Don’t know to whom I should address this concern but I would like to compare time series of one vegetation indice (leaf area index) for land cover type in my study area
I’m working with the vito backend and I’m getting an error message “SERVER-ERROR: 413 Request Entity Too Large: The data value transmitted exceeds the capacity limit”
Would you know a workaround? Maybe using another backend? I would like to know if this error is due to the string parsing of the geojson or if the request itself is too demanding for the server
I joined a R code to reproduce the error (as well as geojson with my study area):
Hi @adrien.michez. There is a process called read_vector that you could use to overcome this issue, but I’m not 100% sure that can load data coming from a different source than the Terrascope workspace.
@stefaan.lippens do you know something more about the read_vector process at VITO? Other suggestions?
Unfortunately I don’t know the R client enough to give you a valid snippet for that. With the Python client for example you can just pass the URL (string) as geometries argument in aggregate_spatial (which will be automatically converted to a read_vector construct)
Hi, @adrien.michez, I looked through the R code. That looks good.
For passing a GeoJSON from a URL to the geometries argument; I’m not sure if this is currently supported by the R-Client. @florian.lahn, could you comment on that?
The R client has no hard-coded processes so it is supported as long as the process description is valid, which unfortunately is not the case.
For geometries in aggregate_spatial the VITO back-end doesn’t expose that strings are allowed in the schema, so that will not work. It also doesn’t allow vector-cubes so this will not work either.

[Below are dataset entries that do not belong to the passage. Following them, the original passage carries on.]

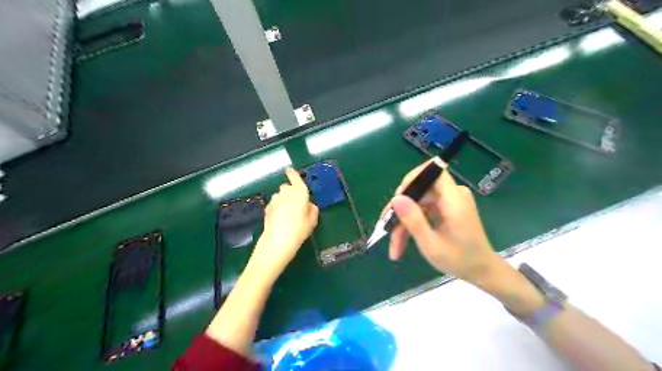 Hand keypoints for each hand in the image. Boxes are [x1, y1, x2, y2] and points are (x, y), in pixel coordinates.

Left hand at [250, 168, 319, 277]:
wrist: (278, 240)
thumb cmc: (300, 228)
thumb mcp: (313, 220)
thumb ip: (312, 209)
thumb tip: (309, 205)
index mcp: (299, 191)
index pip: (294, 176)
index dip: (292, 173)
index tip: (290, 171)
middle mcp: (286, 191)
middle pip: (287, 187)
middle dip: (290, 192)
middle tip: (296, 204)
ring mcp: (274, 199)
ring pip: (280, 196)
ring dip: (283, 200)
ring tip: (288, 214)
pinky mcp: (267, 207)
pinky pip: (274, 204)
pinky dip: (277, 208)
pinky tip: (280, 219)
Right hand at [389, 160, 501, 285]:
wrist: (481, 271)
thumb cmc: (460, 260)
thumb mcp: (431, 245)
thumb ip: (414, 220)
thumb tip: (395, 198)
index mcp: (454, 200)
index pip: (433, 171)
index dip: (412, 179)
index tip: (397, 200)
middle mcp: (453, 195)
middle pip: (420, 189)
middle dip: (401, 209)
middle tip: (386, 228)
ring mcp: (449, 201)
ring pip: (418, 201)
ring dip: (404, 221)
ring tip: (394, 245)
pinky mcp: (446, 208)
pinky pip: (423, 208)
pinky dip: (412, 222)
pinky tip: (403, 240)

@stefaan.lippens From a schema standpoint, you need to adopt the schemas for this to work:
In aggregate_spatial you need to allow vector cubes and strings as input for geometries, otherwise the client will complain about invalid schemas (vector-cube vs. geojson). Not just R, also JS and the Web Editor.
Optional, but recommended: In load_vector the schema for the filename could be more specific (allow urls and filenames specifically)
Yes, but you don’t implement the official specification, but you actually implement more than the official spec. So you’d need to add two additional schemas. One for strings and one for vector-cubes. Once we have an understanding of vector-cubes that will also land in the official spec, but we are not there yet (while VITO somewhat is).
The read_vector change looks good and is appreciated.
I couldn’t immediately find the issue yet, but I checked your GeoJSON (PUBLIC/LC_WALOUS_10m_modal.geojson at main · adrienmichez/PUBLIC · GitHub) and it seems quite a complex geometry, maybe with some overlap edge cases. Could you also try with a more simple geometry to be sure that the basics work for you?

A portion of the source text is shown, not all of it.